Work instruction: The required output is a verbatim transcription of the listing, pictures excluded.

Source data:
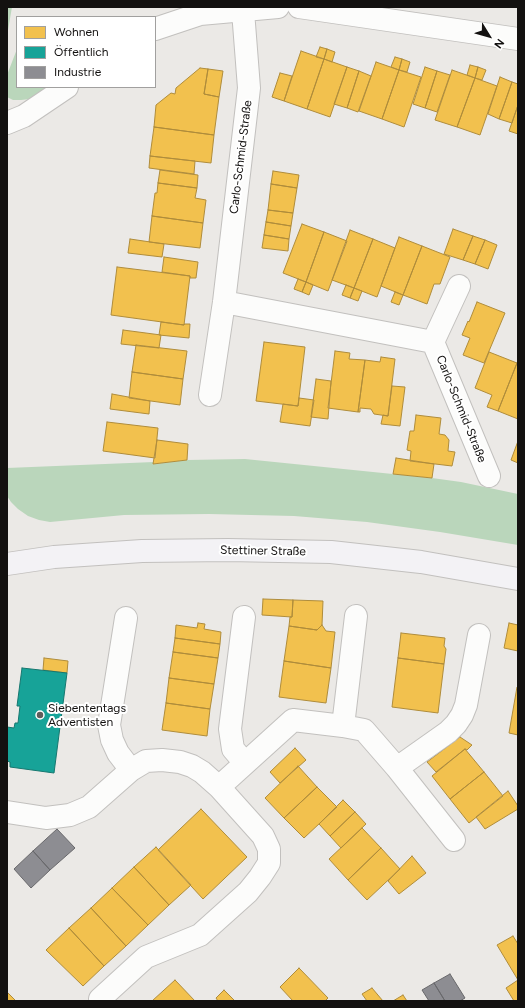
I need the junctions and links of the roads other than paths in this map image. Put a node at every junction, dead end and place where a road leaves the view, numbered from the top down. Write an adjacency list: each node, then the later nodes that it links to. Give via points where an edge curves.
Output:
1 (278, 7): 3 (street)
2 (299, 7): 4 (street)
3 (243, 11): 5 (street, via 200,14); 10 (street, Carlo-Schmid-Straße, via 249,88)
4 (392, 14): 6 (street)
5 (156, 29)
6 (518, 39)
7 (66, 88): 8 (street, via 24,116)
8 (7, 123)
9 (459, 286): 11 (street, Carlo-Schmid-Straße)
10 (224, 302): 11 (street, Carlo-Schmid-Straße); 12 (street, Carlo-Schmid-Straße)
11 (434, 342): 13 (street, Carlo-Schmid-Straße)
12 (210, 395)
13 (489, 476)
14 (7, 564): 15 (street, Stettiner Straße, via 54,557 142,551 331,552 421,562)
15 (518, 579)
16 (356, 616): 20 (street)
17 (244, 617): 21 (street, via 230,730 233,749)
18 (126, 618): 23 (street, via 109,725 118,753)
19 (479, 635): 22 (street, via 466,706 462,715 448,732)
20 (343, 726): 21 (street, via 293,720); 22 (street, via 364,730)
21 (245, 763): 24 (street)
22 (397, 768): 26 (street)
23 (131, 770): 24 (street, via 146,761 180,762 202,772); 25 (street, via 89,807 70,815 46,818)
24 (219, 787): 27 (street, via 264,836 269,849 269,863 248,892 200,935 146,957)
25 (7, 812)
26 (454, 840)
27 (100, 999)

Written solution:
I need the junctions and links of the roads other than paths in this map image. Put a node at every junction, dead end and place where a road leaves the view, numbered from the top down. Write an adjacency list: each node, then the later nodes that it links to. Give via points where an edge curves.
Output:
1 (278, 7): 3 (street)
2 (299, 7): 4 (street)
3 (243, 11): 5 (street, via 200,14); 10 (street, Carlo-Schmid-Straße, via 249,88)
4 (392, 14): 6 (street)
5 (156, 29)
6 (518, 39)
7 (66, 88): 8 (street, via 24,116)
8 (7, 123)
9 (459, 286): 11 (street, Carlo-Schmid-Straße)
10 (224, 302): 11 (street, Carlo-Schmid-Straße); 12 (street, Carlo-Schmid-Straße)
11 (434, 342): 13 (street, Carlo-Schmid-Straße)
12 (210, 395)
13 (489, 476)
14 (7, 564): 15 (street, Stettiner Straße, via 54,557 142,551 331,552 421,562)
15 (518, 579)
16 (356, 616): 20 (street)
17 (244, 617): 21 (street, via 230,730 233,749)
18 (126, 618): 23 (street, via 109,725 118,753)
19 (479, 635): 22 (street, via 466,706 462,715 448,732)
20 (343, 726): 21 (street, via 293,720); 22 (street, via 364,730)
21 (245, 763): 24 (street)
22 (397, 768): 26 (street)
23 (131, 770): 24 (street, via 146,761 180,762 202,772); 25 (street, via 89,807 70,815 46,818)
24 (219, 787): 27 (street, via 264,836 269,849 269,863 248,892 200,935 146,957)
25 (7, 812)
26 (454, 840)
27 (100, 999)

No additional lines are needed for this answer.